From "Being and One: the Doctrine of the Convertible Transcendentals in Duns Scotus", in John Duns Scotus (1265/6-1308) Renewal of Philosophy, 25-6:
"The notion of 'unitive containment' expresses a real identity and a real difference of a specific nature that deserves further attention. Scotus traces the origin of the notion to Dionysius the Areopagite's work De divinis nominibus. The passage he has in mind is chapter 5, where it is said that 'in the divine goodness are being itself, the principles of beings, all beings and whatever contains being (esse continentia); and they are in it in an irrepressible, comprehensive and unitive way (unitive). Dionysius wants to make clear that all beings are in God, not, however, as they are in created things, where they possess diversity and plurality, but unitively. From the Dionysian idea Scotus framed the notion of 'unitive containment'. He employs it in the discussion of the question concerning the relation between God and his many attributes, but also applies it to other problems. One of these is the relation betwen being and the convertible transcendentals.

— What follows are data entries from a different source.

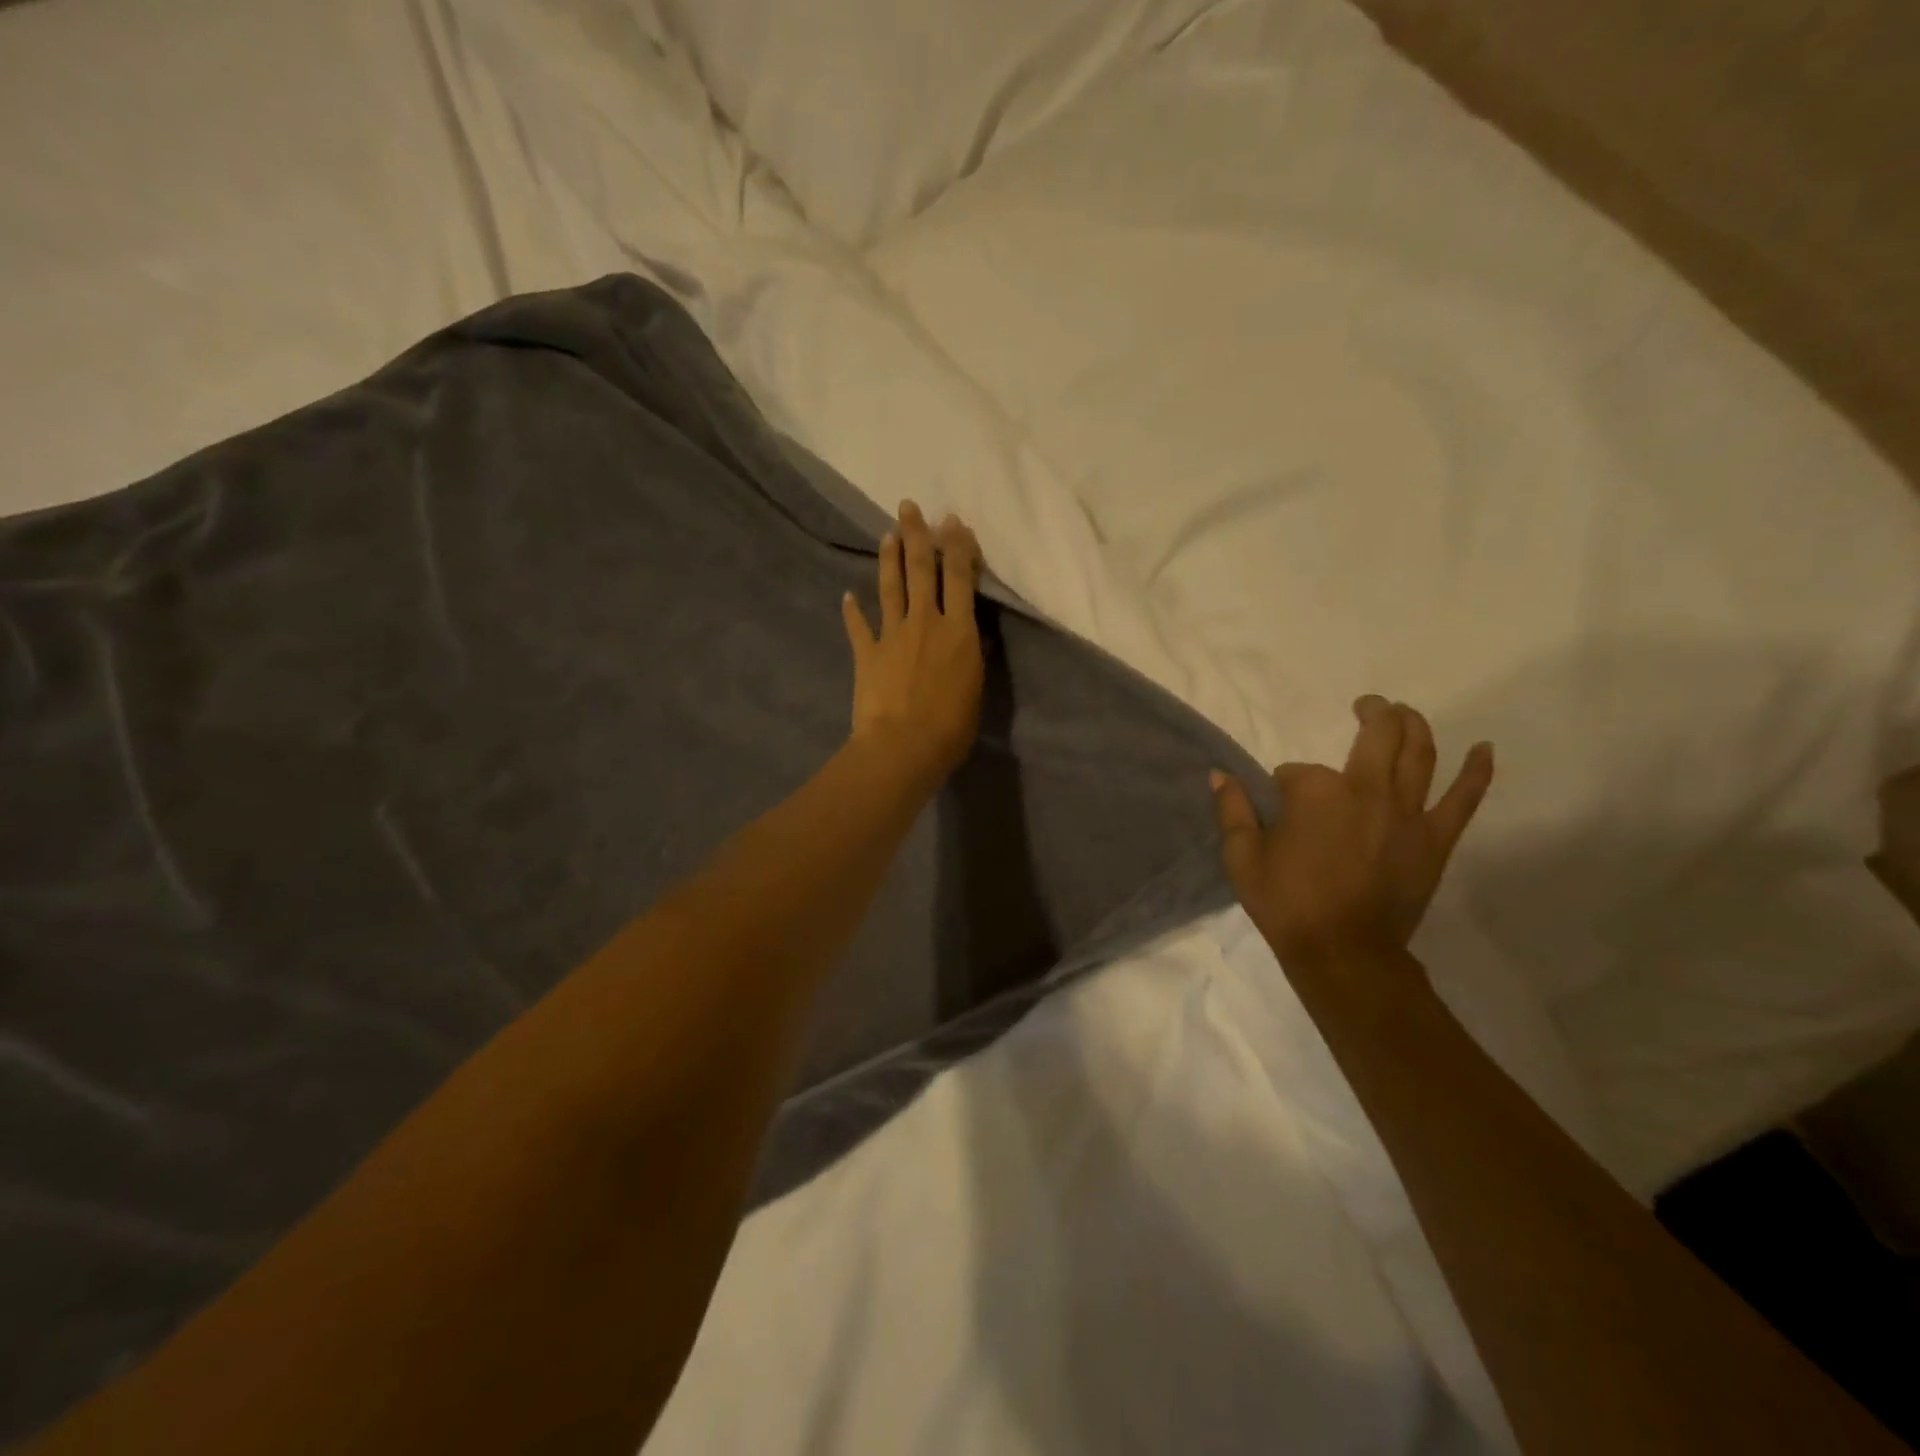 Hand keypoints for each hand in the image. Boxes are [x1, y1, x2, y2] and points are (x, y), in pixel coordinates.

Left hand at [841, 501, 984, 791]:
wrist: (902, 746)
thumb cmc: (951, 727)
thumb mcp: (975, 690)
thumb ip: (972, 658)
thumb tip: (973, 637)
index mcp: (959, 631)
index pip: (961, 578)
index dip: (958, 546)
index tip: (953, 521)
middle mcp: (926, 622)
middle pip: (922, 570)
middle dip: (917, 535)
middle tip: (909, 506)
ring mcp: (893, 634)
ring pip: (891, 588)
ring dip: (889, 558)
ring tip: (887, 533)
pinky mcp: (867, 652)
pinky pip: (859, 626)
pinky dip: (852, 610)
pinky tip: (847, 595)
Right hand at [1211, 696, 1493, 970]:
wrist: (1343, 952)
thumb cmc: (1286, 903)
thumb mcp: (1242, 858)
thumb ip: (1232, 811)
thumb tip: (1220, 776)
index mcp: (1316, 792)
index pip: (1296, 771)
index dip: (1284, 785)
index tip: (1278, 806)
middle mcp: (1366, 790)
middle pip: (1377, 736)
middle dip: (1371, 713)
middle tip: (1367, 705)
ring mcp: (1407, 812)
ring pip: (1419, 753)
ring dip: (1414, 725)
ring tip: (1407, 712)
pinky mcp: (1435, 838)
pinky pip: (1463, 798)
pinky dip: (1476, 771)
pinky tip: (1484, 749) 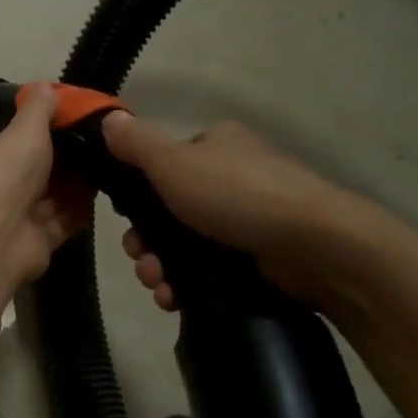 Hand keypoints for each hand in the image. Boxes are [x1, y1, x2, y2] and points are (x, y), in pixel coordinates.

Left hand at [0, 84, 91, 291]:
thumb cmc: (4, 175)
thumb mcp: (24, 130)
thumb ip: (38, 109)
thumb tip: (47, 87)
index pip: (18, 139)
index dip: (47, 130)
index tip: (80, 120)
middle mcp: (1, 186)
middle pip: (41, 169)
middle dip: (70, 158)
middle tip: (107, 142)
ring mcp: (19, 216)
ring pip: (55, 196)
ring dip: (80, 184)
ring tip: (115, 164)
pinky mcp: (39, 241)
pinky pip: (66, 220)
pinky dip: (82, 210)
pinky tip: (108, 194)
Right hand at [100, 113, 383, 308]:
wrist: (312, 246)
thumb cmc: (236, 195)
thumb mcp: (173, 163)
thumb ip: (136, 143)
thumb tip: (106, 118)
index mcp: (215, 147)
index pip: (162, 167)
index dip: (136, 198)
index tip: (124, 223)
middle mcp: (231, 178)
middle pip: (166, 213)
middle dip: (145, 243)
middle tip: (142, 261)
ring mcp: (245, 220)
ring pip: (182, 246)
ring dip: (159, 268)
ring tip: (159, 286)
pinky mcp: (255, 257)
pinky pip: (205, 271)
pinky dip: (184, 286)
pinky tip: (175, 298) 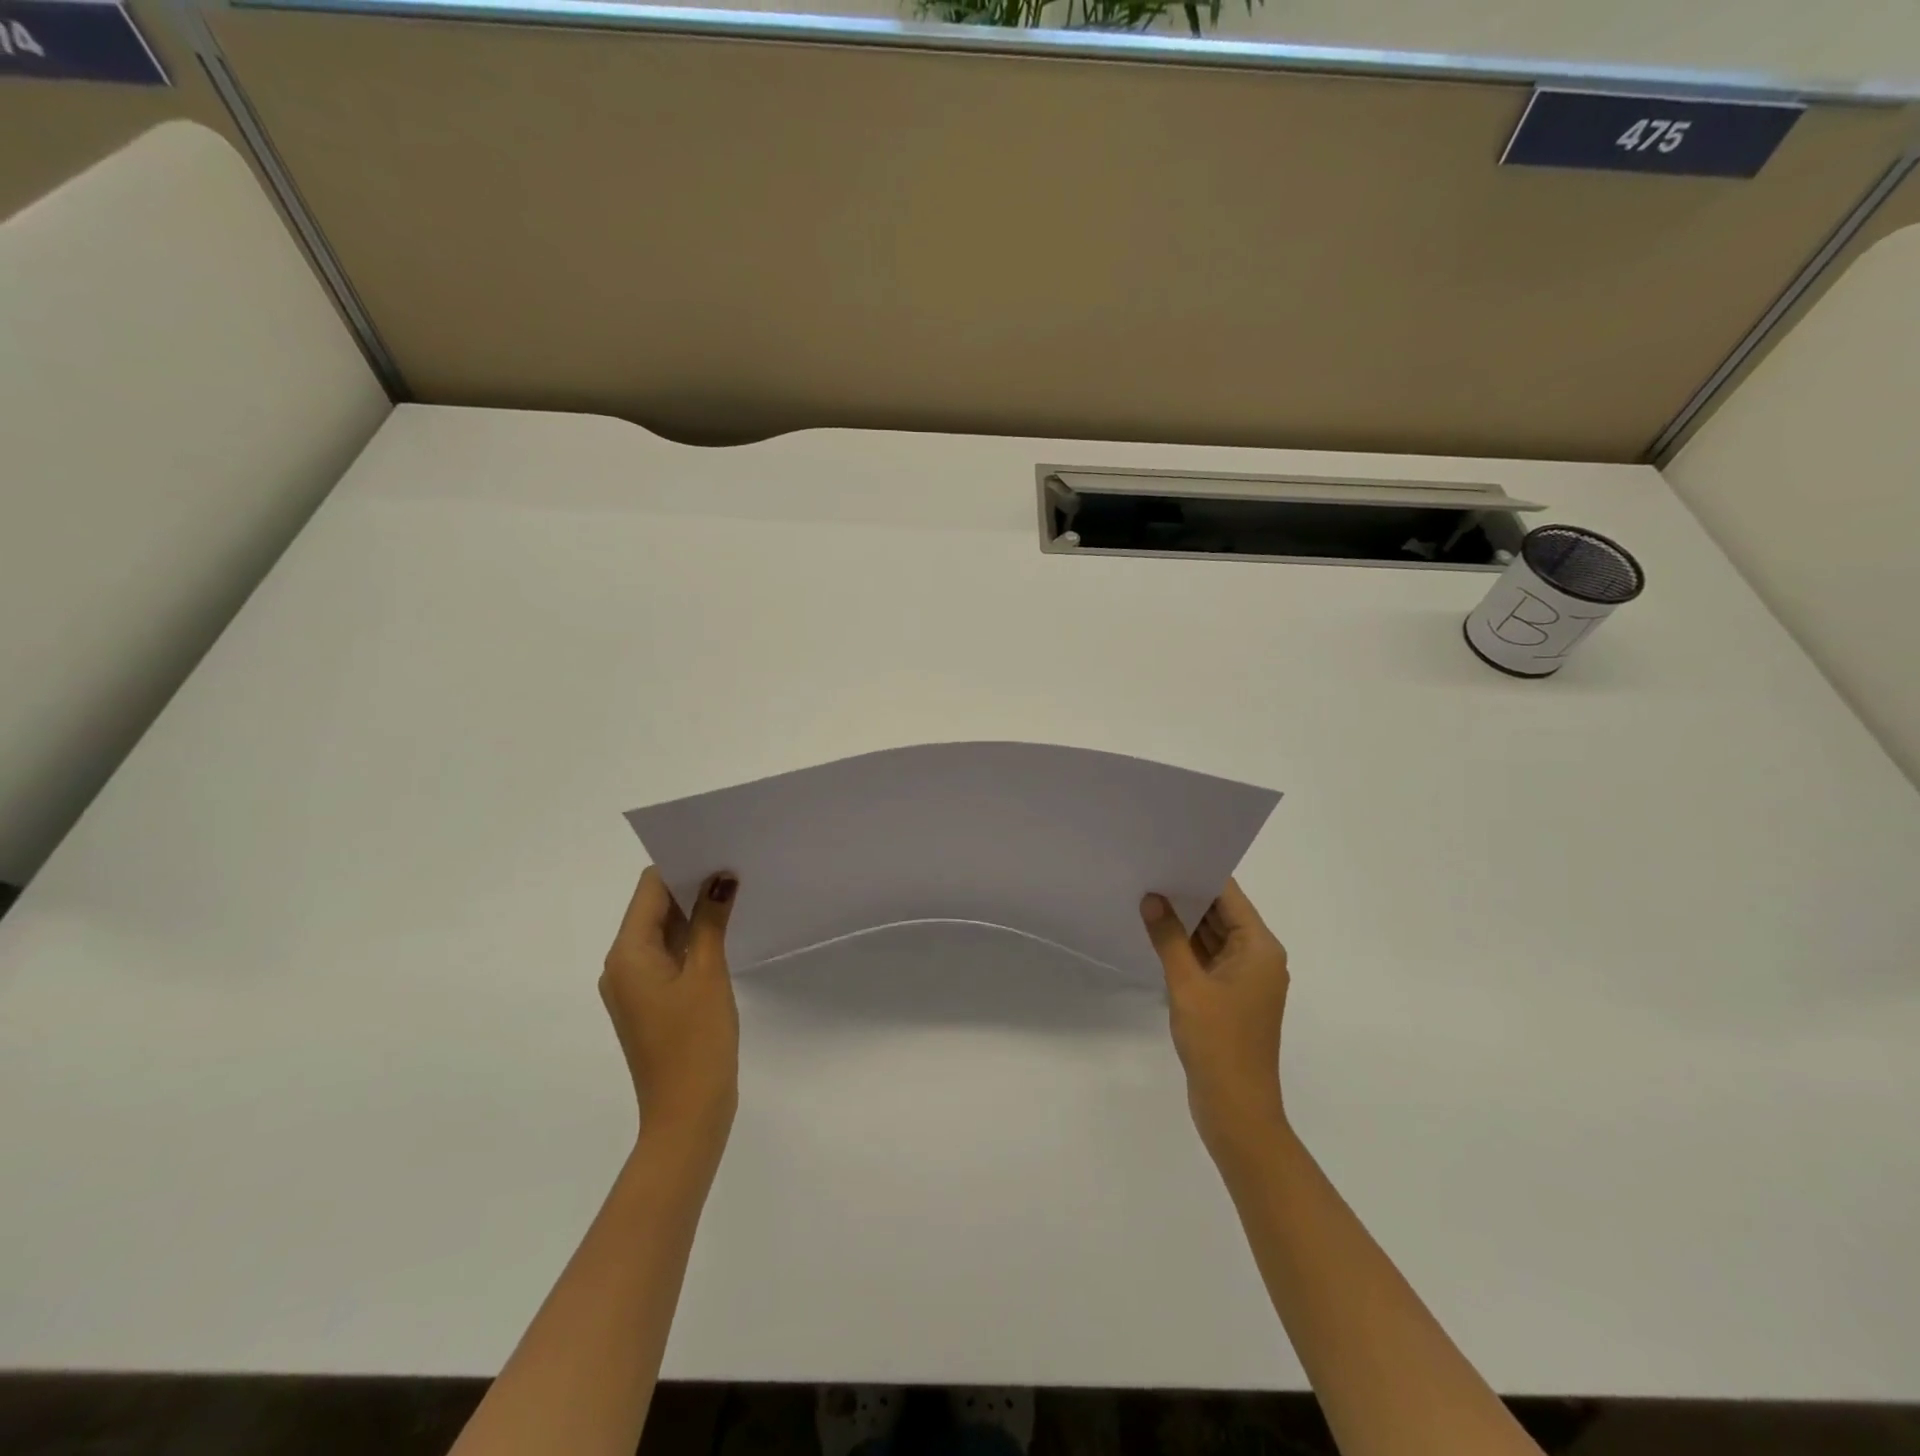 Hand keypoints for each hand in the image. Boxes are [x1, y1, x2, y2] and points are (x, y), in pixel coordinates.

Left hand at [601, 867, 740, 1155]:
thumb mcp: (708, 973)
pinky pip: (666, 957)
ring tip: (733, 892)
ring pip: (661, 933)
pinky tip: (722, 932)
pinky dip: (690, 941)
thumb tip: (720, 878)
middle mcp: (621, 965)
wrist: (687, 1114)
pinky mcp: (649, 1003)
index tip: (718, 850)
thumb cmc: (696, 1041)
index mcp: (627, 953)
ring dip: (692, 914)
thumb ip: (711, 921)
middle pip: (652, 908)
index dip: (681, 866)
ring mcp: (633, 986)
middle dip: (689, 886)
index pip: (649, 889)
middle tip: (733, 866)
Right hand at [1141, 879, 1289, 1164]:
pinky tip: (1157, 934)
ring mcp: (1245, 979)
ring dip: (1185, 922)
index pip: (1230, 896)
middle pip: (1222, 914)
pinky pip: (1208, 959)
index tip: (1168, 853)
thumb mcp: (1187, 985)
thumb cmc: (1218, 1042)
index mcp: (1260, 948)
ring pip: (1213, 937)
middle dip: (1187, 895)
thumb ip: (1168, 937)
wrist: (1236, 1109)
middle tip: (1149, 870)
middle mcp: (1258, 958)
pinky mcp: (1230, 997)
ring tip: (1146, 895)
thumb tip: (1152, 897)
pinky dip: (1186, 947)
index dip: (1200, 873)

Scotus elaborates the concept of 'unitive containment' in several passages of his work. What is unitively contained are not perfections that are altogether identical, for those are not united but are one. Union presupposes some distinction. Neither are perfections unitively contained that are really distinct in the sense that they are different res, because those are contained mulipliciter or dispersim. The distinction presupposed by unitive containment is, as we have seen, 'a minor real difference,' that is a difference not constituted by the intellect. Elsewhere Scotus calls this difference a 'formal' distinction, because it exists between different formalitates or realititates, which are not things but quiddities independent of the intellect. Thus the model of 'unitive containment' connects a real identity with a formal non-identity. These two features hold for the relation between being and the convertible transcendentals. Scotus's answer to the question whether the transcendental one expresses some other res than being is thus affirmative, provided that 'thing' is understood in the sense of realitas or formalitas."